- What to produce
An exact copy of every record below is needed, with the pictures left out.

::: Entries shown

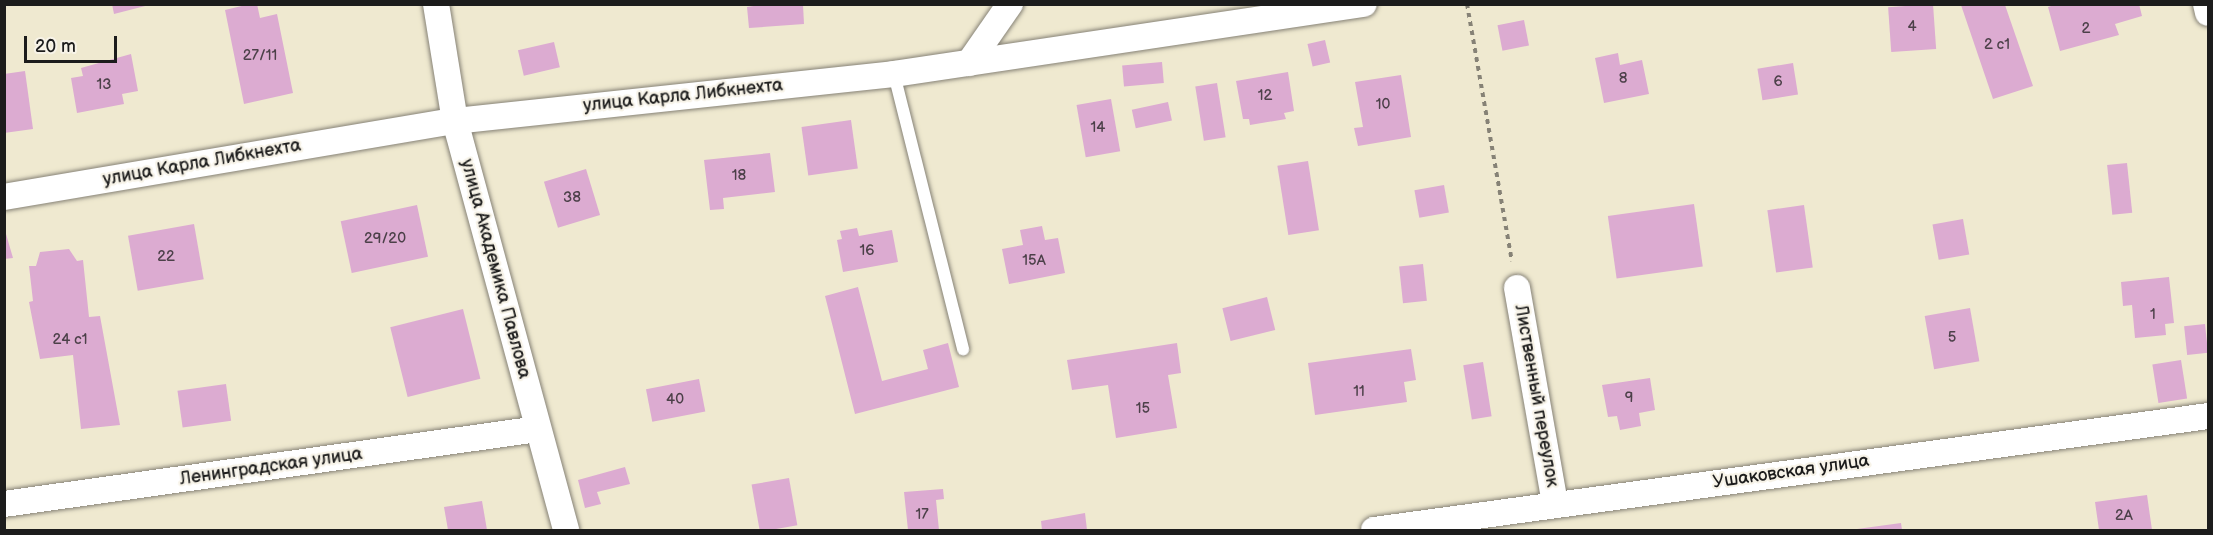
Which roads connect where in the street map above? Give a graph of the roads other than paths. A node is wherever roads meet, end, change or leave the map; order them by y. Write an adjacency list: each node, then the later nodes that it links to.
1 (436, 4): 8 (street, улица Академика Павлова)
2 (1010, 4): 6 (street)
3 (1364, 4): 6 (street, улица Карла Либкнехта)
4 (2206, 4): 5 (street)
5 (2208, 13)
6 (969, 63): 7 (street, улица Карла Либкнехта)
7 (894, 74): 8 (street, улица Карла Либкнехта); 11 (lane)
8 (455, 121): 9 (street, улица Карла Либкнехта); 13 (street, улица Академика Павлова)
9 (4, 197)
10 (1516, 288): 15 (street, Лиственный переулок)
11 (963, 349)
12 (2208, 416): 15 (street, Ушаковская улица)
13 (538, 429): 14 (street, Ленинградская улица); 16 (street, улица Академика Павлова)
14 (4, 504)
15 (1555, 504): 17 (street, Ушаковская улица)
16 (566, 531)
17 (1374, 531)

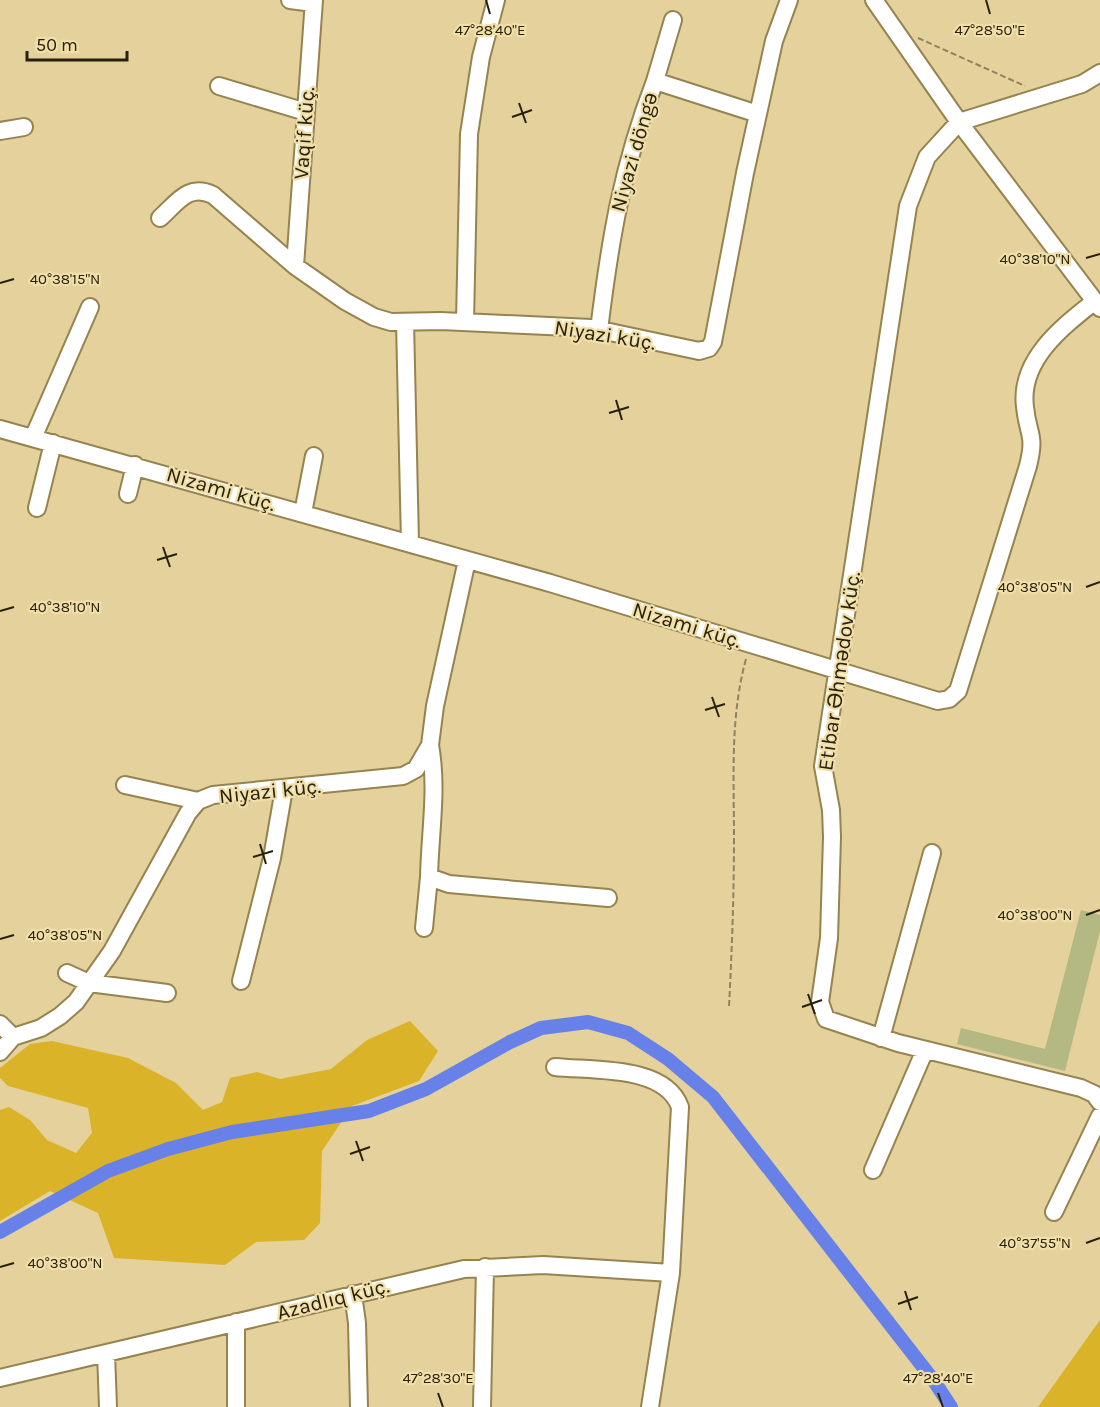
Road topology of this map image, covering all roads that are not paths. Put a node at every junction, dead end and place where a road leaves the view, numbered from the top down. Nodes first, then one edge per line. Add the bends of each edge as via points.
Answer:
1 (290, 0) edge
2 (496, 0) edge
3 (789, 0) edge
4 (874, 0) edge
5 (313, 2) edge
6 (673, 20) dead end
7 (1100, 73) edge
8 (654, 81) junction
9 (219, 86) dead end
10 (306, 112) junction
11 (758, 114) junction
12 (959, 122) junction
13 (24, 127) dead end
14 (0, 131) edge
15 (160, 218) dead end
16 (295, 266) junction
17 (1097, 305) edge
18 (90, 307) dead end
19 (405, 322) junction
20 (465, 322) junction
21 (599, 330) junction
22 (0, 429) edge
23 (33, 438) junction
24 (53, 443) junction
25 (314, 456) dead end
26 (135, 465) junction
27 (128, 494) dead end
28 (37, 508) dead end
29 (303, 513) junction
30 (410, 543) junction
31 (467, 560) junction
32 (838, 671) junction
33 (430, 745) junction
34 (125, 785) dead end
35 (284, 789) junction
36 (198, 801) junction
37 (932, 853) dead end
38 (429, 877) junction
39 (609, 898) dead end
40 (424, 928) dead end
41 (67, 973) dead end
42 (241, 981) dead end
43 (89, 983) junction
44 (167, 993) dead end
45 (0, 1024) edge
46 (13, 1037) junction
47 (882, 1038) junction
48 (925, 1050) junction
49 (0, 1052) edge
50 (555, 1067) dead end
51 (1100, 1102) edge
52 (1100, 1116) edge
53 (873, 1170) dead end
54 (1054, 1212) dead end
55 (485, 1267) junction
56 (671, 1273) junction
57 (353, 1294) junction
58 (236, 1322) junction
59 (106, 1353) junction
60 (0, 1378) edge
61 (108, 1407) edge
62 (236, 1407) edge
63 (359, 1407) edge
64 (482, 1407) edge
65 (650, 1407) edge

1 - 5 street
2 - 20 street via 481,57 469,134
3 - 11 street, Niyazi küç. via 774,41
4 - 12 street
5 - 10 street, Vaqif küç.
6 - 8 street
7 - 12 street via 1082,84 1039,99
8 - 11 street, Niyazi döngə
8 - 21 street, Niyazi döngə via 623,179
9 - 10 street
10 - 16 street, Vaqif küç.
11 - 21 street, Niyazi küç. via 709,348 699,351
12 - 17 street
12 - 32 street, Etibar Əhmədov küç. via 927,156 909,206
13 - 14 street
15 - 16 street, Niyazi küç. via 188,193 202,190 213,195
16 - 19 street, Niyazi küç. via 374,317
17 - 32 street, Nizami küç. via 1065,325 1041,350 1029,375 1024,391 1025,409 1033,446 958,691 949,699 938,701
18 - 23 street
19 - 20 street, Niyazi küç.
19 - 30 street
20 - 21 street, Niyazi küç.
22 - 23 street, Nizami küç.
23 - 24 street, Nizami küç.
24 - 26 street, Nizami küç.
24 - 28 street
25 - 29 street
26 - 27 street
26 - 29 street, Nizami küç.
29 - 30 street, Nizami küç.
30 - 31 street, Nizami küç.
31 - 32 street, Nizami küç.
31 - 33 street, Niyazi küç. via 433,714
32 - 47 street, Etibar Əhmədov küç. via 822,766 832,837 829,938 820,1002 826,1019
33 - 35 street, Niyazi küç. via 416,769 403,776
33 - 38 street via 436,789
34 - 36 street
35 - 36 street, Niyazi küç. via 213,795
35 - 42 street via 272,858
36 - 43 street, Niyazi küç. via 112,951
37 - 47 street
38 - 39 street via 449,884
38 - 40 street
41 - 43 street
43 - 44 street
43 - 46 street, Niyazi küç. via 60,1016 41,1028
45 - 46 street
46 - 49 street
47 - 48 street, Etibar Əhmədov küç.
48 - 51 street, Etibar Əhmədov küç. via 1081,1088
48 - 53 street
50 - 56 street via 648,1077 665,1084 676,1096 680,1107
52 - 54 street
55 - 56 street, Azadlıq küç. via 543,1265
55 - 57 street, Azadlıq küç. via 429,1275
55 - 64 street
56 - 65 street
57 - 58 street, Azadlıq küç.
57 - 63 street
58 - 59 street, Azadlıq küç.
58 - 62 street
59 - 60 street, Azadlıq küç.
59 - 61 street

::::::

- Exercise result
Which roads connect where in the street map above? Give a graph of the roads other than paths. A node is wherever roads meet, end, change or leave the map; order them by y. Write an adjacency list: each node, then the later nodes that it links to.
1 (436, 4): 8 (street, улица Академика Павлова)
2 (1010, 4): 6 (street)
3 (1364, 4): 6 (street, улица Карла Либкнехта)
4 (2206, 4): 5 (street)
5 (2208, 13)
6 (969, 63): 7 (street, улица Карла Либкнехта)
7 (894, 74): 8 (street, улица Карла Либкнехта); 11 (lane)
8 (455, 121): 9 (street, улица Карла Либкнехта); 13 (street, улица Академика Павлова)
9 (4, 197)
10 (1516, 288): 15 (street, Лиственный переулок)
11 (963, 349)
12 (2208, 416): 15 (street, Ушаковская улица)
13 (538, 429): 14 (street, Ленинградская улица); 16 (street, улица Академика Павлова)
14 (4, 504)
15 (1555, 504): 17 (street, Ушаковская улица)
16 (566, 531)
17 (1374, 531)

Road topology of this map image, covering all roads that are not paths. Put a node at every junction, dead end and place where a road leaves the view, numbered from the top down. Nodes first, then one edge per line. Add the bends of each edge as via points.
Answer:
1 (290, 0) edge
2 (496, 0) edge
3 (789, 0) edge
4 (874, 0) edge
5 (313, 2) edge
6 (673, 20) dead end
7 (1100, 73) edge
8 (654, 81) junction
9 (219, 86) dead end
10 (306, 112) junction
11 (758, 114) junction
12 (959, 122) junction
13 (24, 127) dead end
14 (0, 131) edge
15 (160, 218) dead end
16 (295, 266) junction
17 (1097, 305) edge
18 (90, 307) dead end
19 (405, 322) junction
20 (465, 322) junction
21 (599, 330) junction
22 (0, 429) edge
23 (33, 438) junction
24 (53, 443) junction
25 (314, 456) dead end
26 (135, 465) junction
27 (128, 494) dead end
28 (37, 508) dead end
29 (303, 513) junction
30 (410, 543) junction
31 (467, 560) junction
32 (838, 671) junction
33 (430, 745) junction
34 (125, 785) dead end
35 (284, 789) junction
36 (198, 801) junction
37 (932, 853) dead end
38 (429, 877) junction
39 (609, 898) dead end
40 (424, 928) dead end
41 (67, 973) dead end
42 (241, 981) dead end
43 (89, 983) junction
44 (167, 993) dead end
45 (0, 1024) edge
46 (13, 1037) junction
47 (882, 1038) junction
48 (925, 1050) junction
49 (0, 1052) edge
50 (555, 1067) dead end
51 (1100, 1102) edge
52 (1100, 1116) edge
53 (873, 1170) dead end
54 (1054, 1212) dead end
55 (485, 1267) junction
56 (671, 1273) junction
57 (353, 1294) junction
58 (236, 1322) junction
59 (106, 1353) junction
60 (0, 1378) edge
61 (108, 1407) edge
62 (236, 1407) edge
63 (359, 1407) edge
64 (482, 1407) edge
65 (650, 1407) edge

1 - 5 street
2 - 20 street via 481,57 469,134
3 - 11 street, Niyazi küç. via 774,41
4 - 12 street
5 - 10 street, Vaqif küç.
6 - 8 street
7 - 12 street via 1082,84 1039,99
8 - 11 street, Niyazi döngə
8 - 21 street, Niyazi döngə via 623,179
9 - 10 street
10 - 16 street, Vaqif küç.
11 - 21 street, Niyazi küç. via 709,348 699,351
12 - 17 street
12 - 32 street, Etibar Əhmədov küç. via 927,156 909,206
13 - 14 street
15 - 16 street, Niyazi küç. via 188,193 202,190 213,195
16 - 19 street, Niyazi küç. via 374,317
17 - 32 street, Nizami küç. via 1065,325 1041,350 1029,375 1024,391 1025,409 1033,446 958,691 949,699 938,701
18 - 23 street
19 - 20 street, Niyazi küç.
19 - 30 street
20 - 21 street, Niyazi küç.
22 - 23 street, Nizami küç.
23 - 24 street, Nizami küç.
24 - 26 street, Nizami küç.
24 - 28 street
25 - 29 street
26 - 27 street
26 - 29 street, Nizami küç.
29 - 30 street, Nizami küç.
30 - 31 street, Nizami küç.
31 - 32 street, Nizami küç.
31 - 33 street, Niyazi küç. via 433,714
32 - 47 street, Etibar Əhmədov küç. via 822,766 832,837 829,938 820,1002 826,1019
33 - 35 street, Niyazi küç. via 416,769 403,776
33 - 38 street via 436,789
34 - 36 street
35 - 36 street, Niyazi küç. via 213,795
35 - 42 street via 272,858
36 - 43 street, Niyazi küç. via 112,951
37 - 47 street
38 - 39 street via 449,884
38 - 40 street
41 - 43 street
43 - 44 street
43 - 46 street, Niyazi küç. via 60,1016 41,1028
45 - 46 street
46 - 49 street
47 - 48 street, Etibar Əhmədov küç.
48 - 51 street, Etibar Əhmədov küç. via 1081,1088
48 - 53 street
50 - 56 street via 648,1077 665,1084 676,1096 680,1107
52 - 54 street
55 - 56 street, Azadlıq küç. via 543,1265
55 - 57 street, Azadlıq küç. via 429,1275
55 - 64 street
56 - 65 street
57 - 58 street, Azadlıq küç.
57 - 63 street
58 - 59 street, Azadlıq küç.
58 - 62 street
59 - 60 street, Azadlıq küç.
59 - 61 street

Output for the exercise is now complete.